Les primes accordées aux chansons gagnantes des concours ont donné l’impression aux artistes que toute belle chanson sur le thème du sida peut rapporter de l’argent. Cette idée est soutenue par l’opulence affichée par les autorités en charge de la lutte contre le sida et les responsables des ONG œuvrant dans ce secteur. La musique est ainsi apparue comme une des procédures d’énonciation qui ont contribué à rendre les discours sur le sida accessibles aux masses. Toutefois, parce qu’il s’agit en fin de compte de la création des artistes, que cette création soit librement inspirée ou orientée par une commande, la musique comme procédure d’énonciation contribué à véhiculer aussi bien des discours dominants que les discours dominés.

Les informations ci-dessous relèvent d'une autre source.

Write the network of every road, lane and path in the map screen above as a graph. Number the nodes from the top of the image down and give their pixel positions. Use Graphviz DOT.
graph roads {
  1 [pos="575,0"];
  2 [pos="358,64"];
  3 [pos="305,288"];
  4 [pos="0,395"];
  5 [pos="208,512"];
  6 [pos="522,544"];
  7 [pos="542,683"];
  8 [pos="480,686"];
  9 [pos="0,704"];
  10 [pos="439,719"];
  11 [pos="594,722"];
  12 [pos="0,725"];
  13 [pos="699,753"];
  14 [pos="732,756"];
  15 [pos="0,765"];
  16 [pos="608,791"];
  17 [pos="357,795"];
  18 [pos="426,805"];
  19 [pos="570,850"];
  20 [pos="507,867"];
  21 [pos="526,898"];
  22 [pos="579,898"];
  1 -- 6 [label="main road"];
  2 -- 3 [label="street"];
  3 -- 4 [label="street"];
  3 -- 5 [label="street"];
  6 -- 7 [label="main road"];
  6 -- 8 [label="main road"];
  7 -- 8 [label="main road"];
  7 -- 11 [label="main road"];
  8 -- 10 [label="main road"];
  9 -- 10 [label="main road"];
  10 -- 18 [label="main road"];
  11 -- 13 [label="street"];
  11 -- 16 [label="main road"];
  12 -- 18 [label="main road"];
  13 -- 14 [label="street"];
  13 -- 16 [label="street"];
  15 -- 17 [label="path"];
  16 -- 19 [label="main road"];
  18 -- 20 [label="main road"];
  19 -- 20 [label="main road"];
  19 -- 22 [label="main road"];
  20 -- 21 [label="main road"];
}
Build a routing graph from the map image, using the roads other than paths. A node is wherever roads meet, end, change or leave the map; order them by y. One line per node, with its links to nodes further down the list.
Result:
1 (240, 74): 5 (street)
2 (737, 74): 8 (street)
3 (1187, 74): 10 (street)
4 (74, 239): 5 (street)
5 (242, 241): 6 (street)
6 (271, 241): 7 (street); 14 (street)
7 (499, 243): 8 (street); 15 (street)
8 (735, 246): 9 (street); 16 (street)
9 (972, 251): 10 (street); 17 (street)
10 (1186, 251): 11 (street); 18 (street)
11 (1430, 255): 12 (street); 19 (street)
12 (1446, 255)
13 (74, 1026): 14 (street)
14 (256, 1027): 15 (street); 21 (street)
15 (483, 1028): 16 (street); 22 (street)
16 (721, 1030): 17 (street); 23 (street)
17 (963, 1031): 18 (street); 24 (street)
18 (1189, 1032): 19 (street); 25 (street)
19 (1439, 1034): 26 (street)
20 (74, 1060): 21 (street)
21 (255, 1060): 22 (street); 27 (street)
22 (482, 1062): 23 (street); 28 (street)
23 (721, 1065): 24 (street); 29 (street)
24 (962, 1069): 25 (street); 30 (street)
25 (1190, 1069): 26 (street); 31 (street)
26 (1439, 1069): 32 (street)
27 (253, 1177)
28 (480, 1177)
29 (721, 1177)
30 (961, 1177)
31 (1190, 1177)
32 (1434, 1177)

Si les autorités en charge de la lutte contre le sida ont eu recours à la musique, c’est sûrement parce qu’elles considèrent ce mode d’expression comme suffisamment efficace pour véhiculer les messages qu’elles ont pour mission de faire passer dans l’opinion.

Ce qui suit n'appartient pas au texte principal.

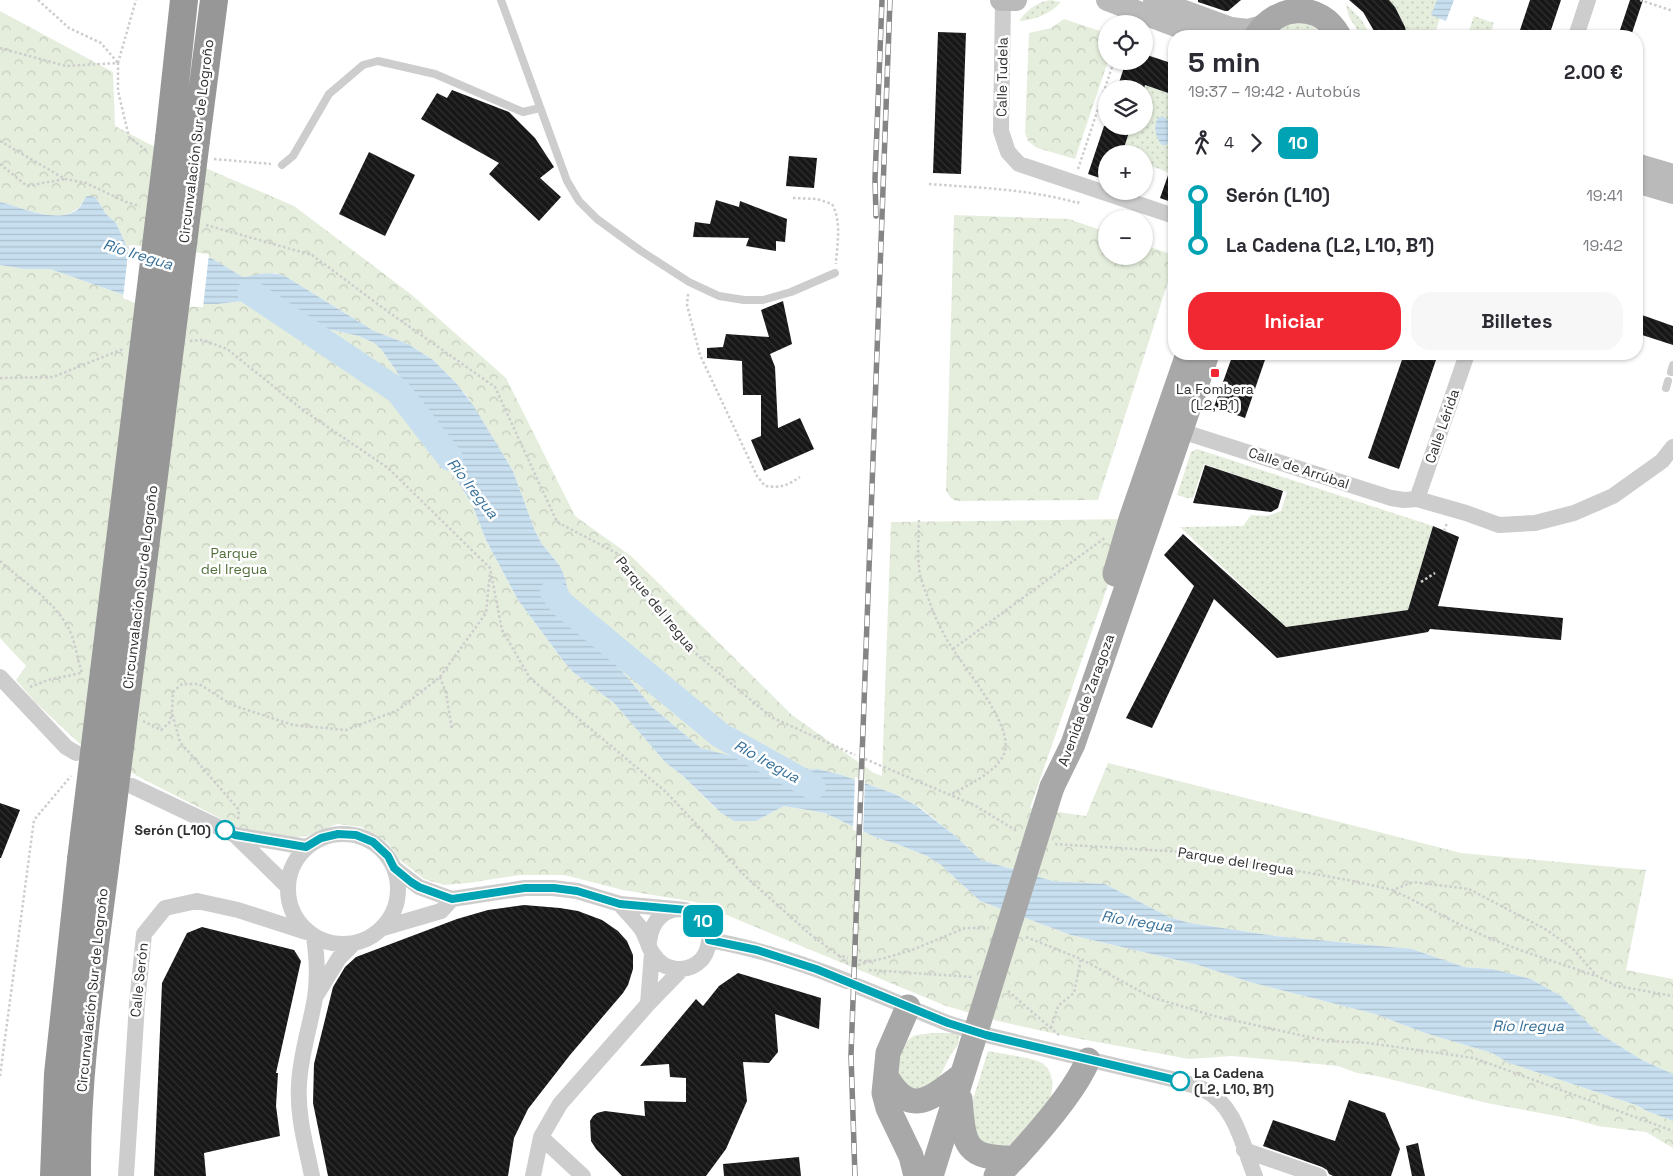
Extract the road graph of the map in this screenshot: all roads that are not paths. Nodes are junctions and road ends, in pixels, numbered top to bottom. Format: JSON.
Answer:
{"nodes":[{"id":1,"x":183,"y":0,"type":"edge"},
{"id":2,"x":214,"y":0,"type":"edge"},
{"id":3,"x":501,"y":0,"type":"edge"},
{"id":4,"x":1007,"y":0,"type":"edge"},
{"id":5,"x":1107,"y":0,"type":"edge"},
{"id":6,"x":1154,"y":0,"type":"edge"},
{"id":7,"x":1588,"y":0,"type":"edge"},
{"id":8,"x":1296,"y":5,"type":"edge"},
{"id":9,"x":1330,"y":18,"type":"edge"},
{"id":10,"x":1186,"y":30,"type":"edge"},
{"id":11,"x":1248,"y":30,"type":"edge"},
{"id":12,"x":1260,"y":30,"type":"edge"},
{"id":13,"x":1578,"y":30,"type":"edge"},
{"id":14,"x":540,"y":108,"type":"junction"},
{"id":15,"x":181,"y":148,"type":"junction"},
{"id":16,"x":282,"y":165,"type":"road end"},
{"id":17,"x":1643,"y":166,"type":"edge"},
{"id":18,"x":1673,"y":175,"type":"edge"},
{"id":19,"x":1643,"y":184,"type":"edge"},
{"id":20,"x":1673,"y":193,"type":"edge"},
{"id":21,"x":1168,"y":214,"type":"edge"},
{"id":22,"x":835,"y":273,"type":"road end"},
{"id":23,"x":1186,"y":360,"type":"edge"},
{"id":24,"x":1205,"y":360,"type":"edge"},
{"id":25,"x":1465,"y":360,"type":"edge"},
{"id":26,"x":1181,"y":431,"type":"junction"},
{"id":27,"x":1673,"y":447,"type":"edge"},
{"id":28,"x":1417,"y":499,"type":"junction"},
{"id":29,"x":0,"y":677,"type":"edge"},
{"id":30,"x":76,"y":753,"type":"dead end"},
{"id":31,"x":132,"y":786,"type":"dead end"},
{"id":32,"x":1052,"y":787,"type":"junction"},
{"id":33,"x":235,"y":835,"type":"junction"},
{"id":34,"x":306,"y":847,"type":"junction"},
{"id":35,"x":93,"y":859,"type":"junction"},
{"id":36,"x":394,"y":868,"type":"junction"},
{"id":37,"x":287,"y":886,"type":"junction"},
{"id":38,"x":452,"y":899,"type":"junction"},
{"id":39,"x":620,"y":904,"type":"junction"},
{"id":40,"x":676,"y":909,"type":"junction"},
{"id":41,"x":383,"y":928,"type":"junction"},
{"id":42,"x":310,"y":934,"type":"junction"},
{"id":43,"x":709,"y":940,"type":"junction"},
{"id":44,"x":354,"y":944,"type":"junction"},
{"id":45,"x":651,"y":948,"type":"junction"},
{"id":46,"x":682,"y":970,"type":"junction"},
{"id":47,"x":316,"y":996,"type":"junction"},
{"id":48,"x":648,"y":1004,"type":"junction"},
{"id":49,"x":908,"y":1007,"type":"junction"},
{"id":50,"x":1088,"y":1060,"type":"junction"},
{"id":51,"x":886,"y":1076,"type":"junction"},
{"id":52,"x":960,"y":1080,"type":"junction"},
{"id":53,"x":541,"y":1137,"type":"junction"},
{"id":54,"x":1244,"y":1150,"type":"junction"},
{"id":55,"x":1014,"y":1158,"type":"junction"},
{"id":56,"x":54,"y":1176,"type":"edge"},
{"id":57,"x":77,"y":1176,"type":"edge"},
{"id":58,"x":126,"y":1176,"type":"edge"},
{"id":59,"x":312,"y":1176,"type":"edge"},
{"id":60,"x":533,"y":1176,"type":"edge"},
{"id":61,"x":583,"y":1176,"type":"edge"},
{"id":62,"x":916,"y":1176,"type":"edge"},
{"id":63,"x":931,"y":1176,"type":"edge"},
{"id":64,"x":996,"y":1176,"type":"edge"},
{"id":65,"x":1255,"y":1176,"type":"edge"},
{"id":66,"x":1320,"y":1176,"type":"edge"}],
"edges":[{"from":1,"to":15,"type":"highway","name":"Circunvalación Sur de Logroño"},
{"from":2,"to":15,"type":"highway","name":"Circunvalación Sur de Logroño"},
{"from":3,"to":14,"type":"lane"},
{"from":4,"to":21,"type":"street","name":"Calle Tudela"},
{"from":5,"to":10,"type":"main road"},
{"from":6,"to":11,"type":"main road"},
{"from":7,"to":13,"type":"street"},
{"from":8,"to":9,"type":"main road"},
{"from":8,"to":12,"type":"main road"},
{"from":14,"to":16,"type":"lane"},
{"from":14,"to":22,"type":"lane"},
{"from":15,"to":35,"type":"highway","name":"Circunvalación Sur de Logroño","bridge":true},
{"from":17,"to":18,"type":"main road"},
{"from":19,"to":20,"type":"main road"},
{"from":23,"to":32,"type":"main road","name":"Avenida de Zaragoza"},
{"from":24,"to":26,"type":"main road","name":"Avenida de Zaragoza"},
{"from":25,"to":28,"type":"street","name":"Calle Lérida"},
{"from":26,"to":28,"type":"street","name":"Calle de Arrúbal"},
{"from":26,"to":32,"type":"main road","name":"Avenida de Zaragoza"},
{"from":27,"to":28,"type":"street","name":"Calle de Arrúbal"},
{"from":29,"to":30,"type":"street"},
{"from":31,"to":33,"type":"street"},
{"from":32,"to":52,"type":"main road","bridge":true},
{"from":33,"to":34,"type":"street"},
{"from":33,"to":37,"type":"street"},
{"from":34,"to":36,"type":"street"},
{"from":34,"to":37,"type":"street"},
{"from":35,"to":56,"type":"highway","name":"Circunvalación Sur de Logroño"},
{"from":35,"to":57,"type":"highway","name":"Circunvalación Sur de Logroño"},
{"from":36,"to":38,"type":"street"},
{"from":36,"to":41,"type":"street"},
{"from":37,"to":42,"type":"street"},
{"from":38,"to":39,"type":"street"},
{"from":38,"to":41,"type":"street"},
{"from":39,"to":40,"type":"street"},
{"from":39,"to":45,"type":"street"},
{"from":40,"to":43,"type":"street"},
{"from":40,"to":45,"type":"street"},
{"from":41,"to":44,"type":"street"},
{"from":42,"to":44,"type":"street"},
{"from":42,"to":47,"type":"street"},
{"from":42,"to":58,"type":"street","name":"Calle Serón"},
{"from":43,"to":46,"type":"street"},
{"from":43,"to":49,"type":"street"},
{"from":44,"to":47,"type":"street"},
{"from":45,"to":46,"type":"street"},
{"from":45,"to":48,"type":"street"},
{"from":46,"to":48,"type":"street"},
{"from":47,"to":59,"type":"street"},
{"from":48,"to":53,"type":"street"},
{"from":49,"to":50,"type":"street"},
{"from":49,"to":51,"type":"main road"},
{"from":50,"to":54,"type":"street"},
{"from":50,"to":55,"type":"main road"},
{"from":51,"to":52,"type":"main road"},
{"from":51,"to":62,"type":"main road"},
{"from":52,"to":55,"type":"main road"},
{"from":52,"to":63,"type":"main road"},
{"from":53,"to":60,"type":"street"},
{"from":53,"to":61,"type":"street"},
{"from":54,"to":65,"type":"street"},
{"from":54,"to":66,"type":"street"},
{"from":55,"to":64,"type":"main road"}]}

En somme, les différentes procédures d’énonciation ci-dessus abordées contribuent, chacune à sa manière, à façonner la perception que les différents publics ont du sida au Cameroun. L’allocution, parce qu’elle rentre dans le rituel du pouvoir fait admettre pour vrai, ce que l’allocuteur a déclaré. Dans une allocution à la nation, le président camerounais Paul BIYA disait: « la vérité vient d’en haut ». Le disant, le président camerounais faisait admettre à ses compatriotes que la vérité est liée au pouvoir (le haut). Le prêche ou sermon (selon la confession religieuse concernée), procède du même principe de pouvoir. Ici c’est le pouvoir sacré, le pouvoir divin qui est évoqué. A ce titre, le prêche ou sermon fait appel à la foi, donc à l’obéissance. L’image, (qu’elle soit fixe ou en mouvement), du fait de l’identification, ou de la vraisemblance, a une force de persuasion que lui contestent peu d’autres procédures d’énonciation. Dans le cas de la lutte contre le sida, le discours officiel, en lui accolant des textes d’accompagnement grâce aux interviews et autres commentaires de journalistes, a renforcé cette capacité de persuasion de l’image. Enfin, le théâtre et la musique permettent la simplification des discours savants pour les rendre accessibles aux masses. Par ailleurs, l’effet de mémoire, propre à ces arts, favorise la fixation des idées et construit les convictions que les uns et les autres ont sur le sida.